◆ WHAT YOU NEED TO DO
The answer must be an exact copy of the entries that follow, with all images removed.

*** SOURCE DATA ***

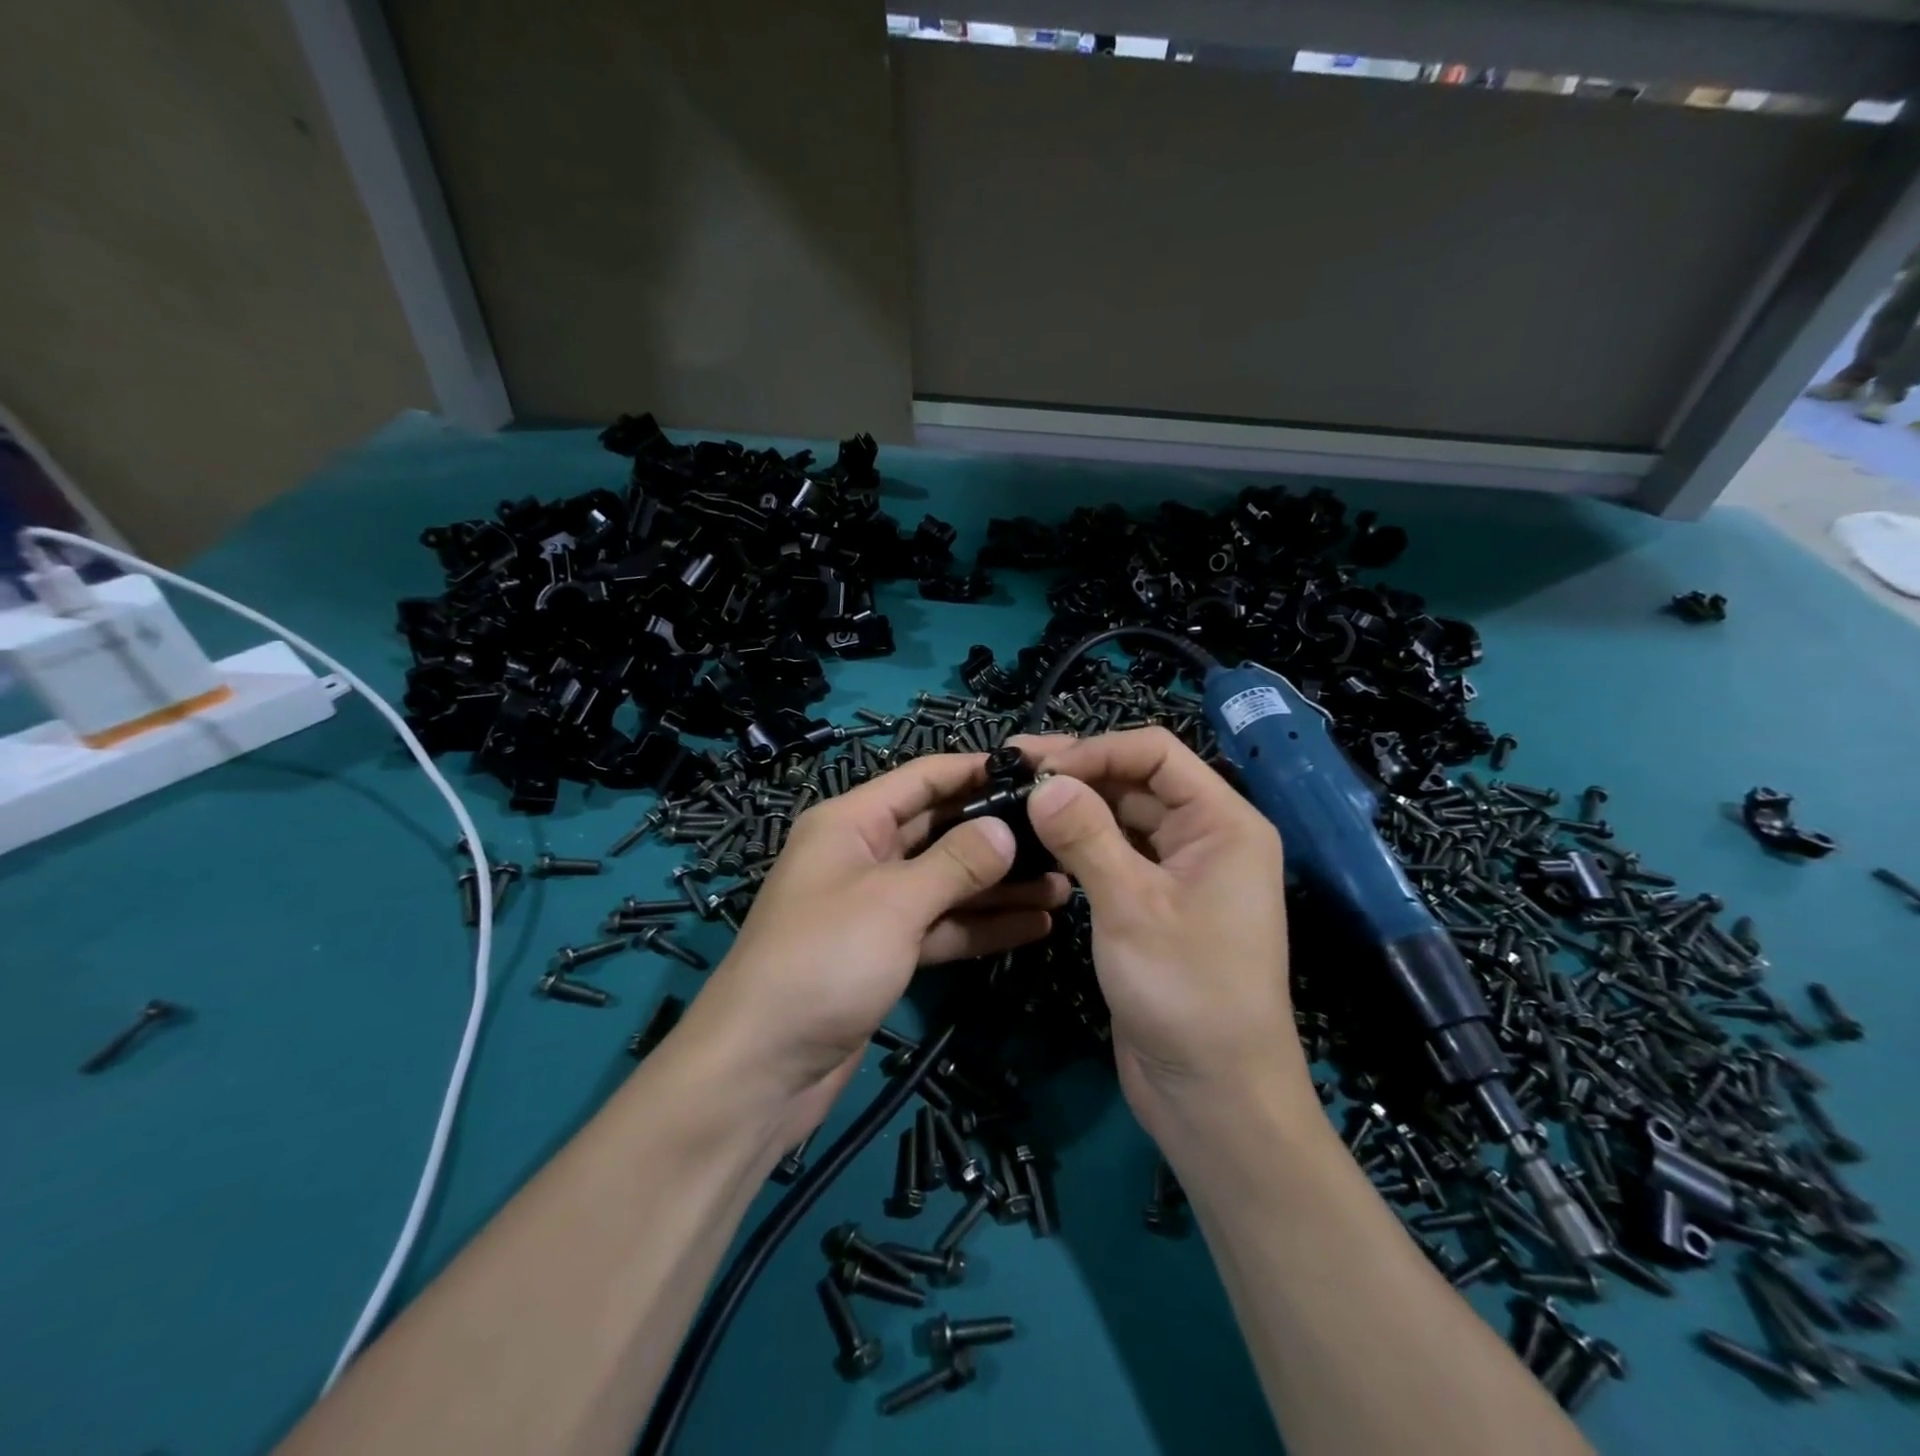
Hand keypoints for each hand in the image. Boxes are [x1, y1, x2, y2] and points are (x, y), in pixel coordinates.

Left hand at [682, 753, 1068, 1137]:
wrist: (762, 1068)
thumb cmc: (824, 961)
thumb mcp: (894, 902)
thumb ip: (956, 861)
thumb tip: (1005, 829)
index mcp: (851, 822)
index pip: (922, 778)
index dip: (975, 770)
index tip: (1035, 771)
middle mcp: (863, 855)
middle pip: (940, 829)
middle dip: (997, 833)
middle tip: (1061, 836)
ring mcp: (876, 906)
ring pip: (947, 882)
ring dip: (999, 885)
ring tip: (1062, 885)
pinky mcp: (886, 952)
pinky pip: (942, 926)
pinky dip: (981, 925)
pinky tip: (1034, 926)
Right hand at [1014, 728, 1312, 1132]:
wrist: (1213, 1097)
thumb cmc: (1186, 994)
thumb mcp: (1131, 907)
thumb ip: (1085, 835)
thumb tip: (1043, 780)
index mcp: (1224, 823)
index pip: (1157, 754)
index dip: (1097, 749)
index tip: (1038, 767)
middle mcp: (1206, 837)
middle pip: (1137, 781)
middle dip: (1079, 774)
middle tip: (1012, 773)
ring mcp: (1180, 872)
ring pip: (1123, 818)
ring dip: (1075, 807)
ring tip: (1015, 801)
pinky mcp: (1155, 903)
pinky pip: (1116, 854)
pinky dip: (1080, 844)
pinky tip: (1039, 841)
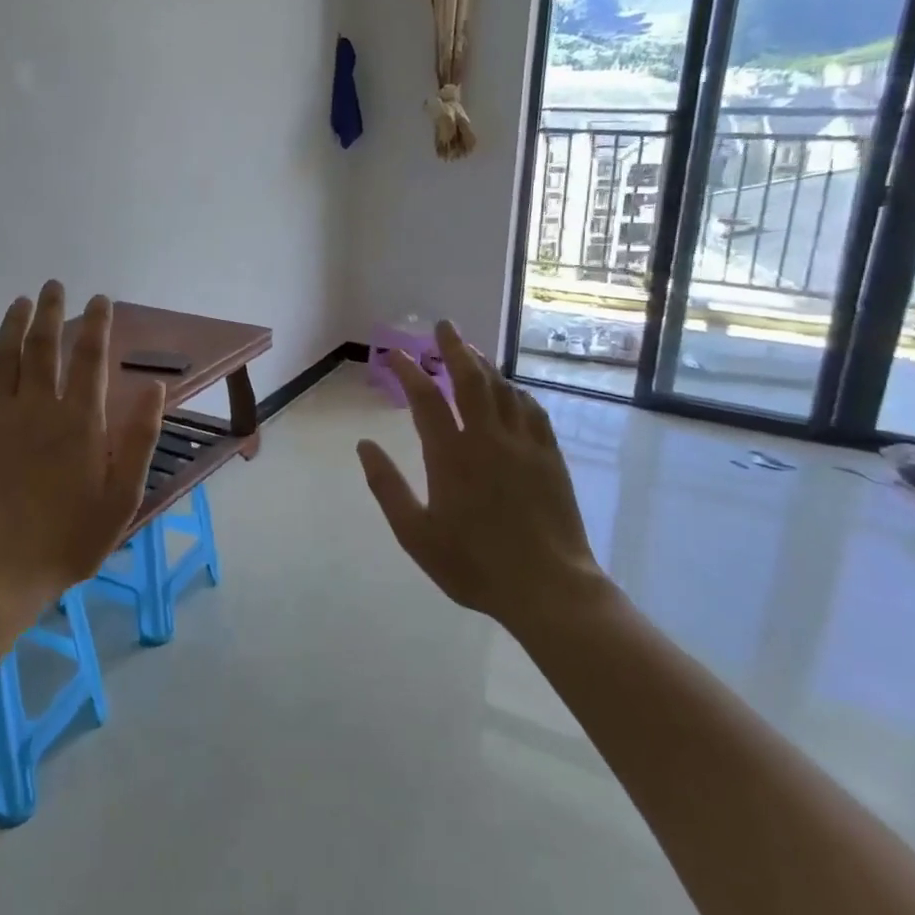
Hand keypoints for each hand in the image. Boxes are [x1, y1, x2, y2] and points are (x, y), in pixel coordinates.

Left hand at [0, 282, 165, 611]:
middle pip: (44, 347)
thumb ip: (139, 439)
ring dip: (13, 325)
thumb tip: (156, 387)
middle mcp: (38, 408)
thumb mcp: (123, 496)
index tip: (99, 299)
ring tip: (22, 301)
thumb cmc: (72, 537)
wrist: (2, 569)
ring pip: (4, 358)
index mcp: (80, 421)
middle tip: (55, 285)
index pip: (90, 358)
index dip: (96, 324)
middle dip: (52, 312)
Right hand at [356, 322, 604, 622]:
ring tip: (470, 350)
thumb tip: (364, 445)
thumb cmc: (473, 564)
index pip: (425, 398)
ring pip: (502, 389)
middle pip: (470, 378)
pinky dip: (515, 391)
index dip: (407, 370)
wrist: (548, 588)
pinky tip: (510, 389)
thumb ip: (387, 486)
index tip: (393, 353)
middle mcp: (487, 438)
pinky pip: (531, 410)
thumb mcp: (415, 533)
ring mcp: (524, 444)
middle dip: (454, 347)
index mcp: (450, 455)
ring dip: (484, 364)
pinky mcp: (550, 457)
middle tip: (443, 326)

*** End of SOURCE DATA ***

◆ SOLUTION BELOW
Hand keypoints for each hand in the image. Boxes are [x1, y1, x2, y2] and points are (x, y), in pixel coordinates.

Left hand at [682, 753, 1068, 1137]:
wrist: (762, 1068)
thumb cmc: (824, 961)
thumb mcp: (894, 902)
thumb ip: (956, 861)
thumb tip: (1005, 829)
index mcp: (851, 822)
index pip: (922, 778)
index dip: (975, 770)
index tip: (1035, 771)
middle mcp: (863, 855)
middle pip: (940, 829)
middle dip: (997, 833)
middle tip: (1061, 836)
ring mcp: (876, 906)
ring pip: (947, 882)
ring dip: (999, 885)
ring tip: (1062, 885)
pinky mcp: (886, 952)
pinky pip: (942, 926)
pinky dip: (981, 925)
pinky tip: (1034, 926)
Right hand at [1014, 728, 1312, 1132]:
wrist: (1213, 1097)
thumb cmc: (1186, 994)
thumb mcp: (1131, 907)
thumb ip: (1085, 835)
thumb tip: (1043, 780)
index mcp: (1224, 823)
index pip: (1157, 754)
index dip: (1097, 749)
index tip: (1038, 767)
middle mcp: (1206, 837)
middle pip: (1137, 781)
middle dip: (1079, 774)
middle tip: (1012, 773)
ring mcp: (1180, 872)
ring pip: (1123, 818)
ring dip: (1075, 807)
ring tip: (1015, 801)
pinky mcp: (1155, 903)
pinky pip: (1116, 854)
pinky dip: (1080, 844)
pinky tip: (1039, 841)
Hand keypoints for each hand in the image. Boxes are [x1, y1, x2, y2] and points are (x, y), in pixel coordinates.

Left hand at [0, 282, 165, 611]:
middle pip: (44, 347)
thumb ip: (139, 439)
ring dip: (13, 325)
thumb tip: (156, 387)
middle mcp: (38, 408)
thumb mcp: (123, 496)
index tip: (99, 299)
ring tip: (22, 301)
thumb cmc: (72, 537)
wrist: (2, 569)
ring pip: (4, 358)
index mcp: (80, 421)
middle tip: (55, 285)
index pip: (90, 358)
index dip: (96, 324)
middle dip: (52, 312)
Right hand at [356, 322, 604, 622]:
ring tip: (470, 350)
thumb tip: (364, 445)
thumb cmc: (473, 564)
index pip: (425, 398)
ring pip: (502, 389)
middle pip: (470, 378)
pinky dip: (515, 391)
index dip: (407, 370)
wrist: (548, 588)
pinky tip: (510, 389)
thumb ip: (387, 486)
index tip: (393, 353)
middle mcp: (487, 438)
pinky pip: (531, 410)
thumb mcp: (415, 533)
ring mcp: (524, 444)
middle dip: (454, 347)
index mcp: (450, 455)
ring dip: (484, 364)
pinky mcp: (550, 457)
middle tip: (443, 326)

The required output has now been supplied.